The outflow of capital from Russia-dedicated funds reached a six-month high in the wake of the downing of Malaysia Airlines flight MH17 in rebel-held eastern Ukraine last week, a report by UralSib Capital said.
As investor sentiment plummeted, Russia-dedicated funds lost $172 million in the week ending July 23, the investment bank reported Friday, citing data from Emerging Portfolio Fund Research.
The outflow was split evenly between traditional funds and exchange-traded funds, which lost $87 million and $86 million, respectively.
This was the fifth consecutive week of losses for Russia-dedicated funds and the largest weekly outflow since the final week of January.
“Sentiment towards Russia took a huge blow after the downing of the MH17 airliner, which occurred during the reported week,” the report quoted analyst Slava Smolyaninov as saying. It will be “several weeks” before the full collateral damage of the crash can be assessed, he added.

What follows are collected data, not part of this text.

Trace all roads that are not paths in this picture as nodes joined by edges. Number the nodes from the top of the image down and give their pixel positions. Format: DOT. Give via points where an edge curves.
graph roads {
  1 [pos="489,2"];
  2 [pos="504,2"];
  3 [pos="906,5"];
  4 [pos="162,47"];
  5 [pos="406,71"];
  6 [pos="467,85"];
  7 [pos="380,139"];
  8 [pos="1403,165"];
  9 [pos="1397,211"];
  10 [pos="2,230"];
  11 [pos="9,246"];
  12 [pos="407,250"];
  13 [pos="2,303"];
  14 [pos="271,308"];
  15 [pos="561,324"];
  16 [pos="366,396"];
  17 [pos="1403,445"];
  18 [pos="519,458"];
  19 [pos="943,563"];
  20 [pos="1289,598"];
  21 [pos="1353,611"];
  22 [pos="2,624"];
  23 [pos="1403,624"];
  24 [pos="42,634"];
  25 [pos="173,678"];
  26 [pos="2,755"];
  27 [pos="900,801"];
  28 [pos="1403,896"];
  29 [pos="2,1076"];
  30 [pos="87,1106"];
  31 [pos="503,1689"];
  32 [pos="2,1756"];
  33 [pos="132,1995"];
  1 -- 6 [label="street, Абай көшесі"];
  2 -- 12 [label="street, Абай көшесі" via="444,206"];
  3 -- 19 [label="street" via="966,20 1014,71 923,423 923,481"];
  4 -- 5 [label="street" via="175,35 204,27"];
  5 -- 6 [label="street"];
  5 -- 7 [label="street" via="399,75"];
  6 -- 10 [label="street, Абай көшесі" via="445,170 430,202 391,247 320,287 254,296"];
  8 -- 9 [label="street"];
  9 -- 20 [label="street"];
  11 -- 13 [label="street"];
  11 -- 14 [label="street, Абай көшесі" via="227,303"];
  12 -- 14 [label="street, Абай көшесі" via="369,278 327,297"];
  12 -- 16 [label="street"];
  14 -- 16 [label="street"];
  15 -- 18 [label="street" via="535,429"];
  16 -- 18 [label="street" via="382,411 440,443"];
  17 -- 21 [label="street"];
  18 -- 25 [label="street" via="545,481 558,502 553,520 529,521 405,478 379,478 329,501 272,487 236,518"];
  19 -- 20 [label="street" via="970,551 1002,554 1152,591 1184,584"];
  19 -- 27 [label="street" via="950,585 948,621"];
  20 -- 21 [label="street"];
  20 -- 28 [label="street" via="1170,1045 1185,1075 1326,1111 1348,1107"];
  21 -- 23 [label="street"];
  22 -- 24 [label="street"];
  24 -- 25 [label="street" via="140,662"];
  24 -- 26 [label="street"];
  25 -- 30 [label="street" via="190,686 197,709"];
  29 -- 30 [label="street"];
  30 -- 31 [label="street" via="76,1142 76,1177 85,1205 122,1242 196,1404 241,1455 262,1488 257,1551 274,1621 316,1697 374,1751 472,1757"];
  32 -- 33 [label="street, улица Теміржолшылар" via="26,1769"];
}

The deaths of the 298 people on board flight MH17, which is thought to have been shot down by a surface-to-air missile, has goaded the United States and European Union into upping the pressure on Russia to de-escalate the situation in eastern Ukraine.
The threat of sector-wide economic sanctions from the U.S. and EU has further crushed market sentiment, Smolyaninov said, but not all the news is bad.
“We believe dividend inflows over the next couple of weeks should help stabilize the market in the short term. The case for Russian equities remains highly dependent on an economic turnaround and a stabilization of corporate margins, both of which we expect,” he said.